Put That in Your Big Box and ...

Activist groups beg to differ with the city's big-box report

Put That in Your Big Box and ...
Photo By John Anderson

Almost a year ago, when activists convinced a City Council buffeted by Lowe's and Wal-Mart to ask for a study of the impact of big-box retail, it seemed clear what such a study would conclude: that big boxes harm local independent business – a species whose health and welfare is a prime focus of City Hall policy – and cost their host communities more than they return in tax revenue. It took until June for the study, commissioned from Jon Hockenyos of Texas Perspectives and Scott Polikov of Gateway Planning Group, to appear at City Hall, by which time the groups who'd sought it – including Liveable City, Austin Full Circle, and the Austin Independent Business Alliance – were no longer surprised that it came to quite different conclusions.

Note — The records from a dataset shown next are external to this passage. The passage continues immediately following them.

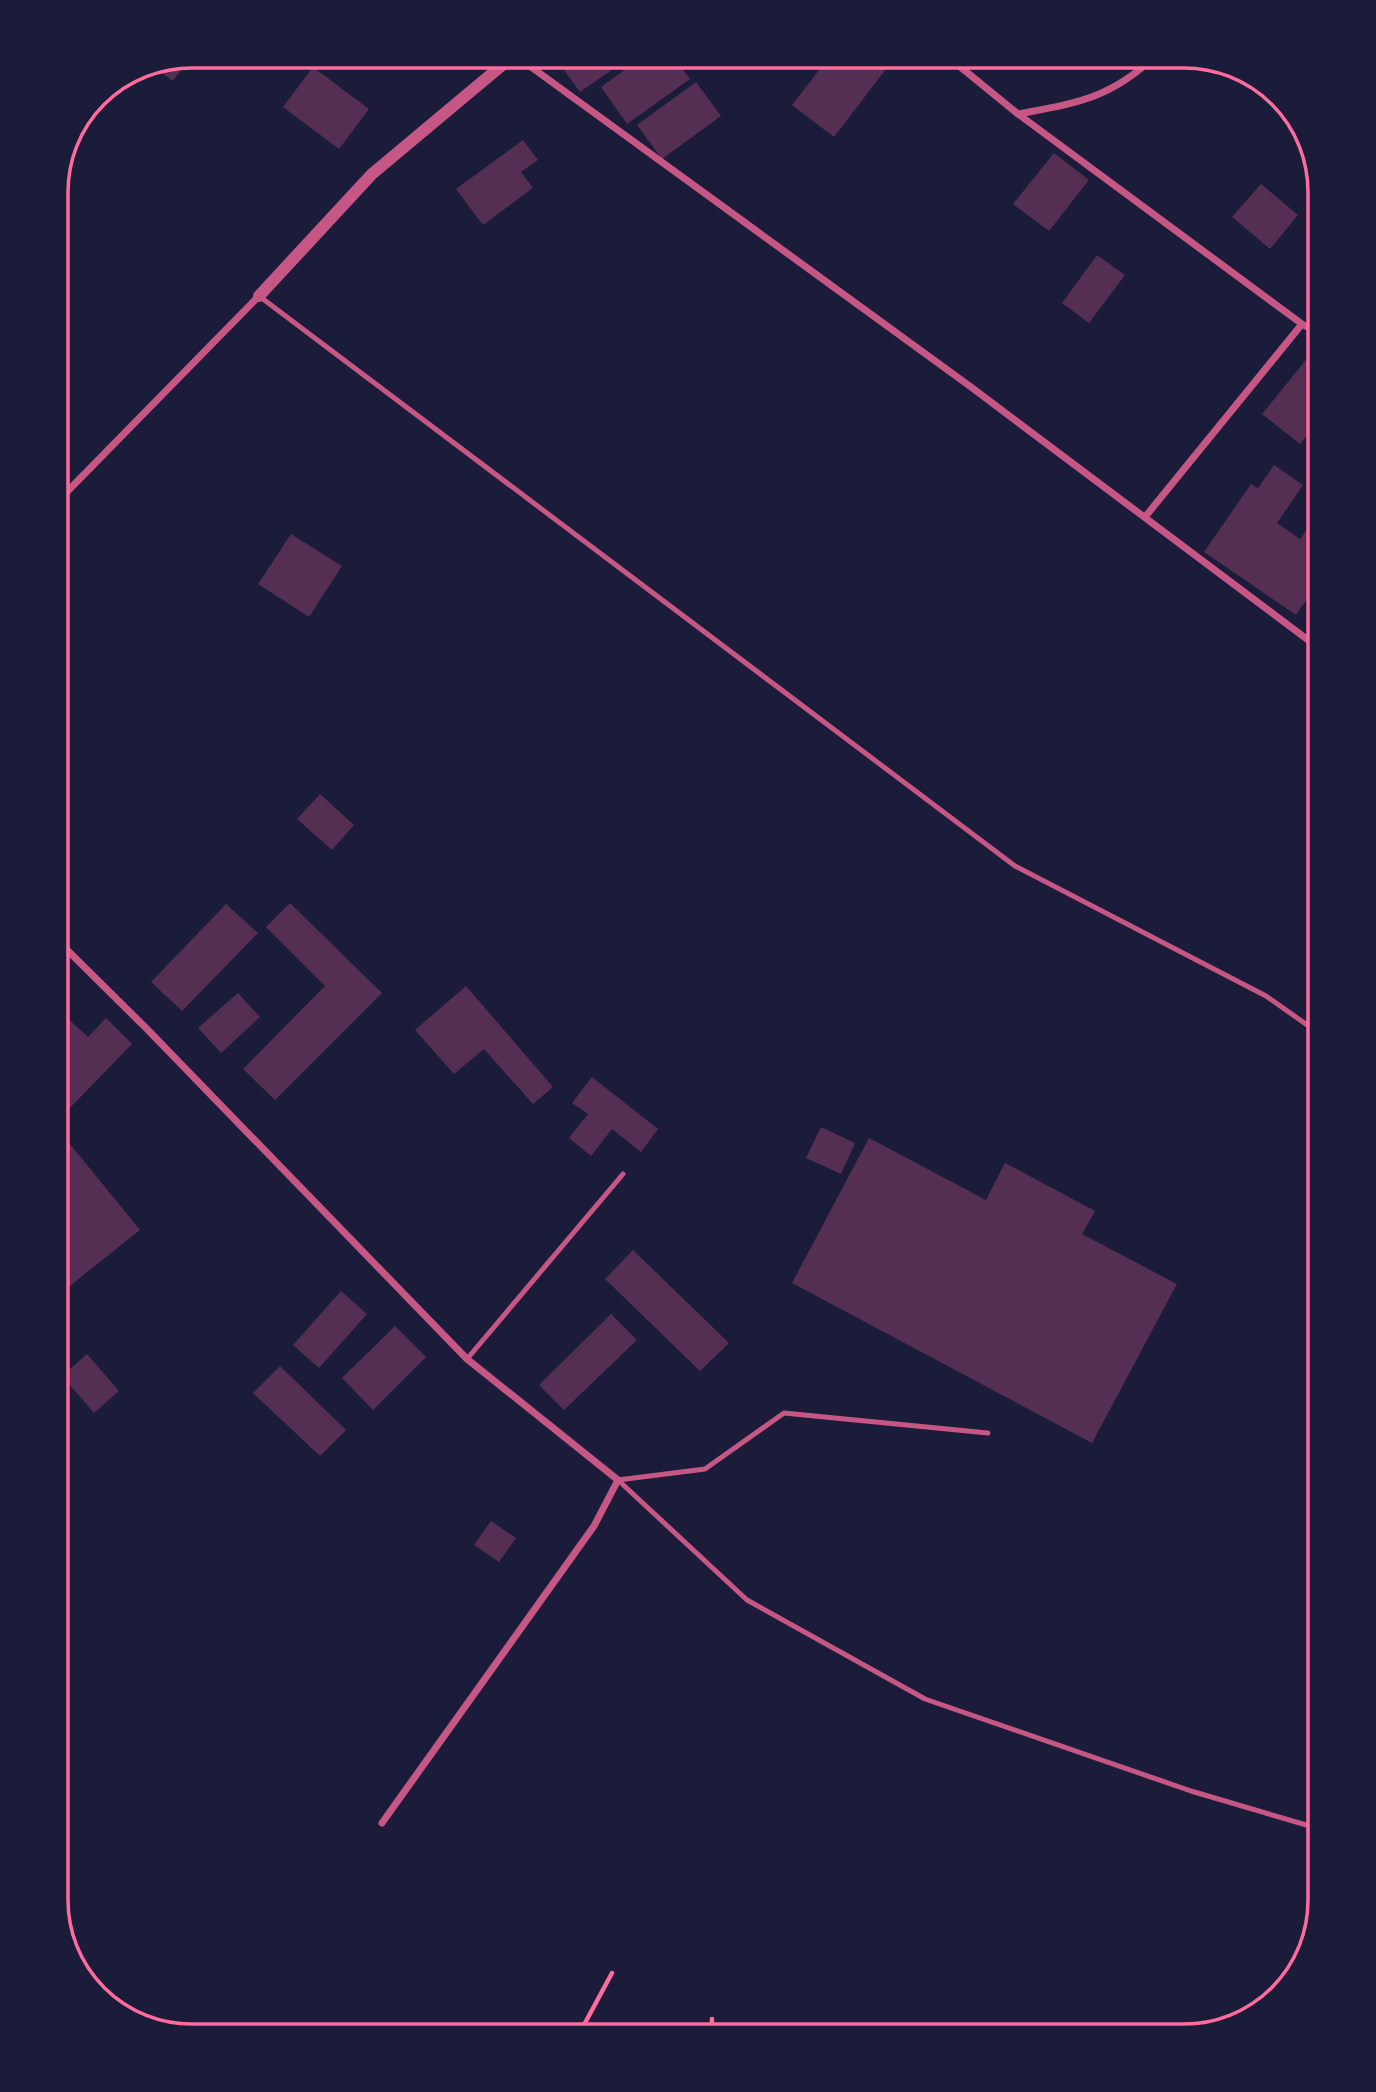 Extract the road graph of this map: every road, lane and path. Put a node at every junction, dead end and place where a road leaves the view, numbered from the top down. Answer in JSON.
{"nodes":[{"id":1,"x":499,"y":69,"type":"edge"},
{"id":2,"x":533,"y":69,"type":"edge"},
{"id":3,"x":963,"y":69,"type":"edge"},
{"id":4,"x":1142,"y":69,"type":"edge"},
{"id":5,"x":1018,"y":114,"type":"junction"},
{"id":6,"x":259,"y":296,"type":"junction"},
{"id":7,"x":1302,"y":324,"type":"junction"},
{"id":8,"x":1308,"y":327,"type":"edge"},
{"id":9,"x":69,"y":490,"type":"edge"},
{"id":10,"x":1145,"y":517,"type":"junction"},
{"id":11,"x":1308,"y":640,"type":"edge"},
{"id":12,"x":69,"y":951,"type":"edge"},
{"id":13,"x":1308,"y":1026,"type":"edge"},
{"id":14,"x":623,"y":1174,"type":"dead end"},
{"id":15,"x":467,"y":1359,"type":"junction"},
{"id":16,"x":988,"y":1433,"type":"dead end"},
{"id":17,"x":618,"y":1480,"type":"junction"},
{"id":18,"x":382,"y":1823,"type":"dead end"},
{"id":19,"x":1308,"y":1825,"type":"edge"},
{"id":20,"x":612,"y":1973,"type":"dead end"},
{"id":21,"x":712,"y":2019,"type":"dead end"},
{"id":22,"x":585,"y":2023,"type":"edge"},
{"id":23,"x":712,"y":2024,"type":"edge"}],
"edges":[{"from":1,"to":6,"type":"street"},
{"from":2,"to":10,"type":"street"},
{"from":3,"to":5,"type":"street"},
{"from":4,"to":5,"type":"street"},
{"from":5,"to":7,"type":"street"},
{"from":6,"to":9,"type":"street"},
{"from":6,"to":13,"type":"lane"},
{"from":7,"to":8,"type":"street"},
{"from":7,"to":10,"type":"street"},
{"from":10,"to":11,"type":"street"},
{"from":12,"to":15,"type":"street"},
{"from":14,"to":15,"type":"lane"},
{"from":15,"to":17,"type":"street"},
{"from":16,"to":17,"type":"lane"},
{"from":17,"to":18,"type":"street"},
{"from":17,"to":19,"type":"lane"},
{"from":20,"to":22,"type":"path"},
{"from":21,"to":23,"type":"path"}]} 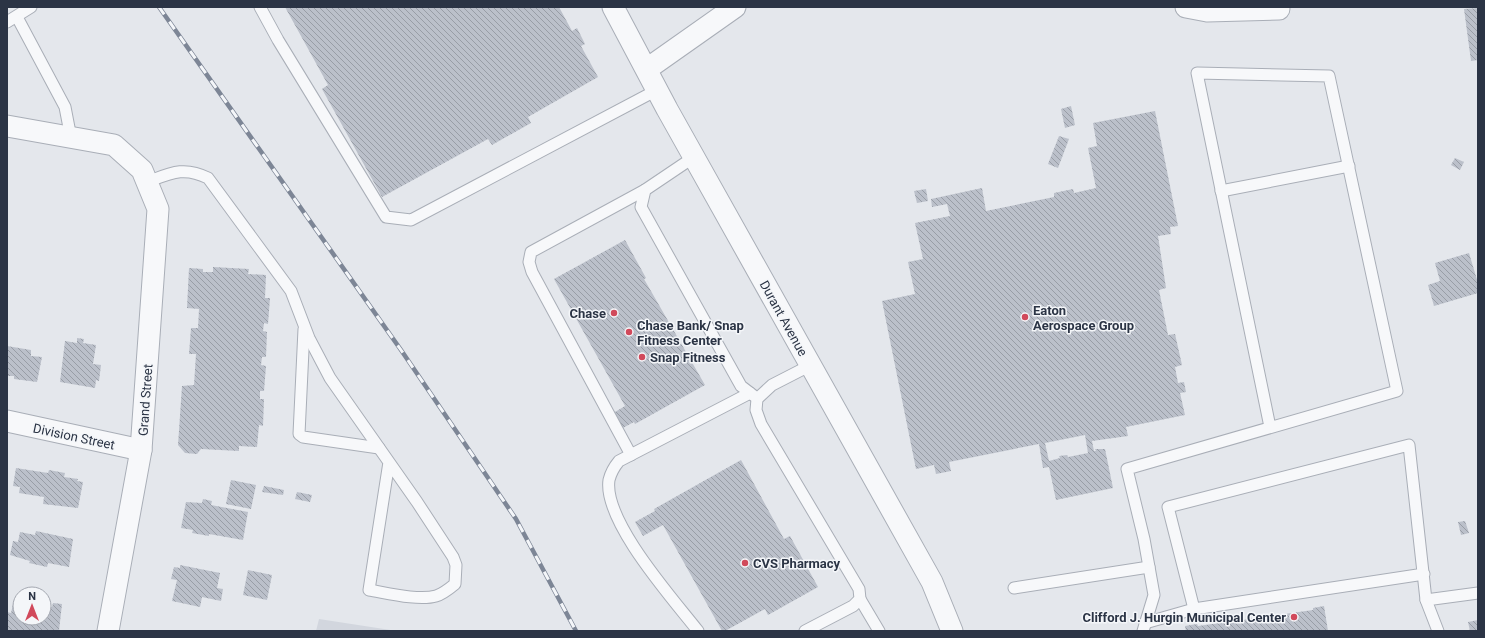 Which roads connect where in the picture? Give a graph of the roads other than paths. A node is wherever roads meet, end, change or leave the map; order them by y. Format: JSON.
{"nodes":[{"id":1,"x":31,"y":7,"type":"edge"},
{"id":2,"x":260,"y":7,"type":"edge"},
{"id":3,"x":613,"y":7,"type":"edge"},
{"id":4,"x":735,"y":7,"type":"edge"},
{"id":5,"x":1186,"y":7,"type":"edge"},
{"id":6,"x":1279,"y":9,"type":"dead end"},
{"id":7,"x":12,"y":20,"type":"edge"},
{"id":8,"x":647,"y":69,"type":"junction"},
{"id":9,"x":658,"y":90,"type":"junction"},
{"id":10,"x":7,"y":126,"type":"edge"},
{"id":11,"x":71,"y":138,"type":"junction"},
{"id":12,"x":694,"y":157,"type":"junction"},
{"id":13,"x":1348,"y":166,"type":"junction"},
{"id":14,"x":145,"y":176,"type":"junction"},
{"id":15,"x":646,"y":190,"type":"junction"},
{"id":16,"x":1221,"y":191,"type":"junction"},
{"id":17,"x":304,"y":326,"type":"junction"},
{"id":18,"x":810,"y":365,"type":"junction"},
{"id":19,"x":753,"y":396,"type":"junction"},
{"id":20,"x":7,"y":421,"type":"edge"},
{"id":21,"x":1270,"y":427,"type":"junction"},
{"id":22,"x":379,"y":448,"type":"junction"},
{"id":23,"x":141,"y":450,"type":"junction"},
{"id":24,"x":631,"y":455,"type":"junction"},
{"id":25,"x":389,"y":462,"type":"junction"},
{"id":26,"x":1149,"y":567,"type":"junction"},
{"id":27,"x":1424,"y":574,"type":"junction"},
{"id":28,"x":1014,"y":588,"type":"dead end"},
{"id":29,"x":1478,"y":594,"type":"edge"},
{"id":30,"x":860,"y":599,"type":"junction"},
{"id":31,"x":1426,"y":600,"type":"junction"},
{"id":32,"x":1194,"y":608,"type":"junction"},
{"id":33,"x":1144,"y":627,"type":"edge"},
{"id":34,"x":108,"y":631,"type":"edge"},
{"id":35,"x":698,"y":631,"type":"edge"},
{"id":36,"x":805,"y":631,"type":"edge"},
{"id":37,"x":879,"y":631,"type":"edge"},
{"id":38,"x":952,"y":631,"type":"edge"},
{"id":39,"x":1438,"y":631,"type":"edge"}],
"edges":[{"from":1,"to":7,"type":"lane"},
{"from":2,"to":9,"type":"lane"},
{"from":3,"to":8,"type":"street","name":"Durant Avenue"},
{"from":4,"to":8,"type":"street"},
{"from":5,"to":6,"type":"street"},
{"from":7,"to":11,"type":"lane"},
{"from":8,"to":9,"type":"street","name":"Durant Avenue"},
{"from":9,"to":12,"type":"street","name":"Durant Avenue"},
{"from":10,"to":11,"type":"street"},
{"from":11,"to":14,"type":"street"},
{"from":12,"to":15,"type":"lane"},
{"from":12,"to":18,"type":"street","name":"Durant Avenue"},
{"from":13,"to":16,"type":"lane"},
{"from":13,"to":16,"type":"lane"},
{"from":13,"to":21,"type":"lane"},
{"from":14,"to":17,"type":"lane"},
{"from":14,"to":23,"type":"street","name":"Grand Street"},
{"from":15,"to":19,"type":"lane"},
{"from":15,"to":24,"type":"lane"},
{"from":16,"to":21,"type":"lane"},
{"from":17,"to":22,"type":"lane"},
{"from":17,"to":22,"type":"lane"},
{"from":18,"to":19,"type":"lane"},
{"from":18,"to":38,"type":"street","name":"Durant Avenue"},
{"from":19,"to":24,"type":"lane"},
{"from":19,"to":30,"type":"lane"},
{"from":20,"to":23,"type":"street","name":"Division Street"},
{"from":21,"to":26,"type":"lane"},
{"from":22,"to":25,"type":"lane"},
{"from":23,"to":34,"type":"street","name":"Grand Street"},
{"from":24,"to":35,"type":"lane"},
{"from":25,"to":25,"type":"lane"},
{"from":26,"to":28,"type":"lane"},
{"from":26,"to":33,"type":"lane"},
{"from":27,"to":31,"type":"lane"},
{"from":27,"to":32,"type":"lane"},
{"from":27,"to":32,"type":"lane"},
{"from":29,"to":31,"type":"lane"},
{"from":30,"to":36,"type":"lane"},
{"from":30,"to":37,"type":"lane"},
{"from":31,"to":39,"type":"lane"},
{"from":32,"to":33,"type":"lane"}]}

So they, along with the American Federation of State, County, and Municipal Employees Local 1624, commissioned an "independent review" of the study by Civic Economics' Dan Houston, UT planning professor Michael Oden, and LBJ School professor and former Council Member Bill Spelman (one of the founding board members of Liveable City). That review, released last week, challenges Hockenyos' report, which argued that "there appears to be relatively little direct competition between big boxes and local retailers"; said little about the public costs of big-box development; claimed (mistakenly) that Austin was rapidly losing sales tax to the suburbs; and recommended (in the current review's words) that "the city's principal concern should be establishing design standards for a subset of big box retailers."

To the contrary, the authors claim, the city – by requiring big boxes to get a conditional use permit – should analyze the projects' impact "to demonstrate net benefits and costs to the community," and seek compensation from retailers when the latter exceed the former. Such impact studies are now required in Los Angeles – whose heated big-box battles drew international attention but went unaddressed in the Hockenyos report. "It is important for city leaders to be aware that communities across the U.S. have taken action to manage the development of big box retail," the report states. The authors also "strongly recommend" that Austin "develop long-term strategies to strengthen and enhance our local retail market," including using incentives only to benefit employers that pay a living wage and exploring a "regional compact" to tamp down competition between city and suburbs for the sales-tax dollar.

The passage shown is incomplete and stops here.